BEGIN Exercise materials

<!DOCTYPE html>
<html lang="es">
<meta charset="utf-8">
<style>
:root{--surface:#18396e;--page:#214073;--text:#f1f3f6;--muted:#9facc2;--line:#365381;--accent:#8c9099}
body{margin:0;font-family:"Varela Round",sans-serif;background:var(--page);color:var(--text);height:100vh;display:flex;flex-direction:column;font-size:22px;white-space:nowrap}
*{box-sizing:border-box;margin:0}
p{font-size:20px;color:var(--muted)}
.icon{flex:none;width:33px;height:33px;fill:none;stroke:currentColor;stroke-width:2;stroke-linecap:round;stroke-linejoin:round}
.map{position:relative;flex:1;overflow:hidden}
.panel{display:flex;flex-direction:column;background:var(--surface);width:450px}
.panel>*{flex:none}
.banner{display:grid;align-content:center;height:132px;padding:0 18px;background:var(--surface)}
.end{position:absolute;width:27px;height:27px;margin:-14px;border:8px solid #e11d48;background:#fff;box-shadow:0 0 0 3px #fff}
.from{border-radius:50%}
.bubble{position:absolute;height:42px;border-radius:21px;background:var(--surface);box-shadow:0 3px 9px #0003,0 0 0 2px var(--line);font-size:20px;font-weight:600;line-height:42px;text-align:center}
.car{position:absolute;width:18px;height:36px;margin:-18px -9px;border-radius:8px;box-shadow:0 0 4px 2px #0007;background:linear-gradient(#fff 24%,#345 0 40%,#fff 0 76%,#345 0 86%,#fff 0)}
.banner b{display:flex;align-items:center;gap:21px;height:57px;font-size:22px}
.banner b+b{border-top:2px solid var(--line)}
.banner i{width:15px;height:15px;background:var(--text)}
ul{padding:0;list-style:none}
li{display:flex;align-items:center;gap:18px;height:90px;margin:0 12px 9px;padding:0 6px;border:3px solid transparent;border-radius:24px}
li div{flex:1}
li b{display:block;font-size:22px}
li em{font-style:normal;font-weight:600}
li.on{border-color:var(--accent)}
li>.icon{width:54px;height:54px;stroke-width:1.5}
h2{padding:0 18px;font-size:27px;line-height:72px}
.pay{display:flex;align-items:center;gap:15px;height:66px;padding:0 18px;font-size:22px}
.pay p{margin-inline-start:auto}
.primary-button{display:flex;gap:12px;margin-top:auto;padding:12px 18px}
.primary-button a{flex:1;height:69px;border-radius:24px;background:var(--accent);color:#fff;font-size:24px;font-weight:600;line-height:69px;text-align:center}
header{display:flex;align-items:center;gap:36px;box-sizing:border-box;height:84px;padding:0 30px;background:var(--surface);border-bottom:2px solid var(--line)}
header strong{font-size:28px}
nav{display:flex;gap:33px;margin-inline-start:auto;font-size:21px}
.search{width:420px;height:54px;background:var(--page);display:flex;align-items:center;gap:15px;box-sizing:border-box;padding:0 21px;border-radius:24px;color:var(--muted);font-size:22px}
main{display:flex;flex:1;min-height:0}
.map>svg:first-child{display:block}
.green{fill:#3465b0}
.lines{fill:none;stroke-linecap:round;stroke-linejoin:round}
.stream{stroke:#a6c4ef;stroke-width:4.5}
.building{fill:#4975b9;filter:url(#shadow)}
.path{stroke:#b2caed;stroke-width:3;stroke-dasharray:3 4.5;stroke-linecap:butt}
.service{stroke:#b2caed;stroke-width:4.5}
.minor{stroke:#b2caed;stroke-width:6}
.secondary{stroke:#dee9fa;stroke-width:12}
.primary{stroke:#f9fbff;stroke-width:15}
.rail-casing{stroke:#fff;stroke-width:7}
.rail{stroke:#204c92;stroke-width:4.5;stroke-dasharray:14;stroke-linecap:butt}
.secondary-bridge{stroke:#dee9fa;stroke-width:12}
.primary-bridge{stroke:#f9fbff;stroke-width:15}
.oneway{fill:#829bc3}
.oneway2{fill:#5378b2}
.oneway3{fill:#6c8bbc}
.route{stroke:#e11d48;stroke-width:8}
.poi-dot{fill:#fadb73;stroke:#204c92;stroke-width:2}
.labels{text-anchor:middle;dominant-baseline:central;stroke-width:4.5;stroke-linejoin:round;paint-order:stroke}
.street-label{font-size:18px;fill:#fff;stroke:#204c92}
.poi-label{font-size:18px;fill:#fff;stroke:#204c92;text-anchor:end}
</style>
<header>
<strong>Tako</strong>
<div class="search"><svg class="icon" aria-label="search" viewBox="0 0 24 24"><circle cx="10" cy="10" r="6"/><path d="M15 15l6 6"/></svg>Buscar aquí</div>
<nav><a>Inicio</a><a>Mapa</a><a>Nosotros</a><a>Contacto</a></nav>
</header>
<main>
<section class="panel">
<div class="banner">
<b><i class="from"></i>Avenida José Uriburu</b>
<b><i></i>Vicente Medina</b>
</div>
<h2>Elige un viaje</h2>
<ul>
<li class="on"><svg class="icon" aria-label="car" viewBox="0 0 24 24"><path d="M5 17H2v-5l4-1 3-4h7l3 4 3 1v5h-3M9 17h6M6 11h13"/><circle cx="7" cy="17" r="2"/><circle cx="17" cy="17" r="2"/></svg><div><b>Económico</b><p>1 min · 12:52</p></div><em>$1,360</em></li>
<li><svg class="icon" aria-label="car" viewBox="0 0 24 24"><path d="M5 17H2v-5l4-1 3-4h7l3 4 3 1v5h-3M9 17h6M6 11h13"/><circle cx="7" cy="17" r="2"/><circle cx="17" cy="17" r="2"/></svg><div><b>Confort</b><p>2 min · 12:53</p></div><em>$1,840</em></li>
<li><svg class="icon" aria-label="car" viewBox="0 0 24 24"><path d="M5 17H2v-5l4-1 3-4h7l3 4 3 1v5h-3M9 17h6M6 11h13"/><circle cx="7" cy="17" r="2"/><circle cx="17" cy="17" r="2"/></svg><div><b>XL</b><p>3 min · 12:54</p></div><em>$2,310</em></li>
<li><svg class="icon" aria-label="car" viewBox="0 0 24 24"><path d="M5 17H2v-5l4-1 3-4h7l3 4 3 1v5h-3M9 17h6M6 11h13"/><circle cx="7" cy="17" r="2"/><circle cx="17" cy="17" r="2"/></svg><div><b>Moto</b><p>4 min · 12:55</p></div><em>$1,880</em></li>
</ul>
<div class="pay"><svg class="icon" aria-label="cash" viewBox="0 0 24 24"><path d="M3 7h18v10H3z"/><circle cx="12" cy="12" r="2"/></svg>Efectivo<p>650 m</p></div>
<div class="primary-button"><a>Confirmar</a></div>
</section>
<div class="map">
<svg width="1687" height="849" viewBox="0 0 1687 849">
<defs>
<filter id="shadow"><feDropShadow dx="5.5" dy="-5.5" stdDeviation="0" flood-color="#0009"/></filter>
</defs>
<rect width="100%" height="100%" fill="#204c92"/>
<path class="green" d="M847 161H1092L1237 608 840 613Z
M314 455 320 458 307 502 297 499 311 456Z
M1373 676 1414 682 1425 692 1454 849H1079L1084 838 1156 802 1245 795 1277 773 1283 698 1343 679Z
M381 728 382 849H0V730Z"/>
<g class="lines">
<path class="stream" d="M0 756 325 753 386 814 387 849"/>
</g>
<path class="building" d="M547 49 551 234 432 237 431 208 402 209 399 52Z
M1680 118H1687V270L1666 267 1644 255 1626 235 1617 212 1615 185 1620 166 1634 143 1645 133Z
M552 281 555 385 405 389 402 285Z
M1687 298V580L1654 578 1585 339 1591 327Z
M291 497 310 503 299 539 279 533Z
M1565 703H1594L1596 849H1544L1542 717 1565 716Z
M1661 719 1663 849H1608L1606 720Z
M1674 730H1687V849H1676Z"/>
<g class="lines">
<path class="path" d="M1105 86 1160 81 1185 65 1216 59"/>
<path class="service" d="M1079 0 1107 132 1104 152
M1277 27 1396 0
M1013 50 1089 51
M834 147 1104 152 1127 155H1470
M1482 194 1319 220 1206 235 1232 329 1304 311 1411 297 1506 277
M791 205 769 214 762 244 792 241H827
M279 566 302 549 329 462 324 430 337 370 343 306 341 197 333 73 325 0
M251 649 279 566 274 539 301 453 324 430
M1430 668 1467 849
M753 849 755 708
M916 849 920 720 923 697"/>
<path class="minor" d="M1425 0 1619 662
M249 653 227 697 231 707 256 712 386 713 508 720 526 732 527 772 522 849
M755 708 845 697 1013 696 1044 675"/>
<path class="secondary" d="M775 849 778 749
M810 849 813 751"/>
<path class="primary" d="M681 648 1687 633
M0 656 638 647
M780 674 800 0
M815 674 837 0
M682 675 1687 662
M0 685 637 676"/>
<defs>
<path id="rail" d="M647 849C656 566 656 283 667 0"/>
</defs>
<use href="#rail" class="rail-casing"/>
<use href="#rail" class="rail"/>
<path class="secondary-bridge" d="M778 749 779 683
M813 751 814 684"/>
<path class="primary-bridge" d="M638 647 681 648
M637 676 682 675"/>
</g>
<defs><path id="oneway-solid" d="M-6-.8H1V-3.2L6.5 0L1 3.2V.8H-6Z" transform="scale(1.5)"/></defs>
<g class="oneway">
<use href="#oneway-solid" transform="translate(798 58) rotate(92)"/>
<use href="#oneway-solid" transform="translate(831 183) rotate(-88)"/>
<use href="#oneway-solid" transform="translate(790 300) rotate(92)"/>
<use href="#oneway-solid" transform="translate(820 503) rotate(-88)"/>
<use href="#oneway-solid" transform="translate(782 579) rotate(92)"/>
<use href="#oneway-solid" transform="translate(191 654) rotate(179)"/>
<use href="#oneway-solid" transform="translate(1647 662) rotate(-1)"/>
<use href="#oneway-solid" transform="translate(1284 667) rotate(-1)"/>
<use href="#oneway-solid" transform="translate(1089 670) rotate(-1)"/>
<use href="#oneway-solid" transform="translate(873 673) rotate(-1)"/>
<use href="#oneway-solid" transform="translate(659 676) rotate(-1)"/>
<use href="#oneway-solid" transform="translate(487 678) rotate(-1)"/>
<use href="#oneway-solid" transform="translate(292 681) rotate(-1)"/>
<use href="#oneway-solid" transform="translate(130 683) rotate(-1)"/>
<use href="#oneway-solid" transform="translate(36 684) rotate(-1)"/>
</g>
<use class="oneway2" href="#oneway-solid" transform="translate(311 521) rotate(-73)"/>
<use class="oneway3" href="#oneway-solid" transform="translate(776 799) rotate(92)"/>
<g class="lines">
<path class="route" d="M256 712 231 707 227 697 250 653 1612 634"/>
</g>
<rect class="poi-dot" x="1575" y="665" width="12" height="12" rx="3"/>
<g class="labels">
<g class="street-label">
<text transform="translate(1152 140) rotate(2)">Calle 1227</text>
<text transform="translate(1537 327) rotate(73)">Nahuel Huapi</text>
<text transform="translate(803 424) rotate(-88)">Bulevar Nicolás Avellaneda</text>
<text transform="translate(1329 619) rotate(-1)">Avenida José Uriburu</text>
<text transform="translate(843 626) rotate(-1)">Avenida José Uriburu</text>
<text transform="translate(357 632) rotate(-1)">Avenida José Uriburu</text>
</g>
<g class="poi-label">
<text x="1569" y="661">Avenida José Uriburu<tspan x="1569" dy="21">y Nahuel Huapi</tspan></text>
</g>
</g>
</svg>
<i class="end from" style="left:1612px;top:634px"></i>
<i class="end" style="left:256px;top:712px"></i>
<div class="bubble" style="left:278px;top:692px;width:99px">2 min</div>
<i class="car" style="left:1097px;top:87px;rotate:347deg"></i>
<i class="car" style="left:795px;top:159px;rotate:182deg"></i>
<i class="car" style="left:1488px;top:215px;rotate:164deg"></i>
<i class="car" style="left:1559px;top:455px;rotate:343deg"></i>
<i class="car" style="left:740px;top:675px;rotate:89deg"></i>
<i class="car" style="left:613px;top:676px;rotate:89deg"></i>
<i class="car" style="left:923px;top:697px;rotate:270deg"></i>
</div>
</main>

END Exercise materials

### Exercise directions
Find the lines in the data that include "bridge", then copy each of them.

### Problem solution
.secondary-bridge{stroke:#dee9fa;stroke-width:12}
.primary-bridge{stroke:#f9fbff;stroke-width:15}
<path class="secondary-bridge" d="M778 749 779 683
<path class="primary-bridge" d="M638 647 681 648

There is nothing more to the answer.